Refus de séjour, obligation de quitter le territoire français (OQTF), et surtout interdiction de retour sur le territoire français. L'IRTF est la plus dure selon les associations, car elle oblige les migrants à quitter non seulement la France, mais aussi l'espace Schengen, pour une durée qui peut aller jusqu'à trois ans, avec une éventuelle sanction pénale en cas de non respect. 

Des personnes intégrées

Ce qui inquiète les associations, c'est que ces refus sont délivrés à des migrants au parcours d'intégration impeccable. Le président d'Itinérance raconte l'histoire de Mustapha (le prénom a été changé), un jeune Guinéen arrivé dans la Manche à l'été 2016, à l'âge de 16 ans. Il est allé trouver l'association l'année suivante, quand l'Aide sociale à l'enfance a cessé de le prendre en charge.

Entré en classe de troisième à son arrivée en France, il a ensuite obtenu un CAP plomberie et travaille depuis régulièrement à Cherbourg. Cette situation stable l'a poussé à faire une demande d'admission exceptionnelle au séjour. Demande refusée il y a quelques jours. 

Dans ce genre de cas, les associations accompagnent les personnes concernées pour faire un recours auprès du tribunal administratif, mais la préfecture peut faire appel. 

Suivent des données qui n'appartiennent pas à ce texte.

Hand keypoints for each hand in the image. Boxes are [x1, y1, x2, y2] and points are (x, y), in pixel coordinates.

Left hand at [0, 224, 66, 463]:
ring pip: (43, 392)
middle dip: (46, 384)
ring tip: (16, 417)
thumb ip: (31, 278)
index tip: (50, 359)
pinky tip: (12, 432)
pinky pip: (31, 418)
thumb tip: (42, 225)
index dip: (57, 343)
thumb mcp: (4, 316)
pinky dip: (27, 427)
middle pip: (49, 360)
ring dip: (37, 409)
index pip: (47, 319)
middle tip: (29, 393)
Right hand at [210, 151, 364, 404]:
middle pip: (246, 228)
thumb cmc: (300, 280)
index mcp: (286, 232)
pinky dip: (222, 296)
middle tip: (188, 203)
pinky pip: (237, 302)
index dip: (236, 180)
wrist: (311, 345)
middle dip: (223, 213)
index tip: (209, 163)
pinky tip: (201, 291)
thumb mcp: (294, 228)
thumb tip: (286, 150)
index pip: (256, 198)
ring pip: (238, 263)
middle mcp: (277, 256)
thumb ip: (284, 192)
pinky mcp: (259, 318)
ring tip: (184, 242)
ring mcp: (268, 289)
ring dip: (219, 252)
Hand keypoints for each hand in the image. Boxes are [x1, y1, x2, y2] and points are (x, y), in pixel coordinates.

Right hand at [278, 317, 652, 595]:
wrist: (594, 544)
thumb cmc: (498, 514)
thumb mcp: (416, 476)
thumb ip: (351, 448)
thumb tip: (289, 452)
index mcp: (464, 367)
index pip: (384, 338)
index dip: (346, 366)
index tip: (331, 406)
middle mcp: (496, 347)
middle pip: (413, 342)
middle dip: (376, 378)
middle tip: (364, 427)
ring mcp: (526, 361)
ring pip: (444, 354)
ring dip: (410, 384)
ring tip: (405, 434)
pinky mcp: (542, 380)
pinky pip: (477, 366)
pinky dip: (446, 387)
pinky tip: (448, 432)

Rencontre prévue avec le préfet

Jean Dussine ne s'explique pas cette augmentation. Les arrêtés sont un pouvoir discrétionnaire du préfet. Mais le départ de l'ancien préfet Jean-Marc Sabathé n'y est pas étranger selon lui. "Pour nous associations, cela nous paraît assez évident, bien que le secrétaire général de la préfecture nous ait assuré récemment que la politique était restée strictement la même depuis le changement de préfet", déclare-t-il. 

Les associations n'ont pas encore rencontré Gérard Gavory, arrivé en juin 2019. Cependant, une réunion est prévue au début du mois de mars, au cours de laquelle elles pourront évoquer leurs inquiétudes.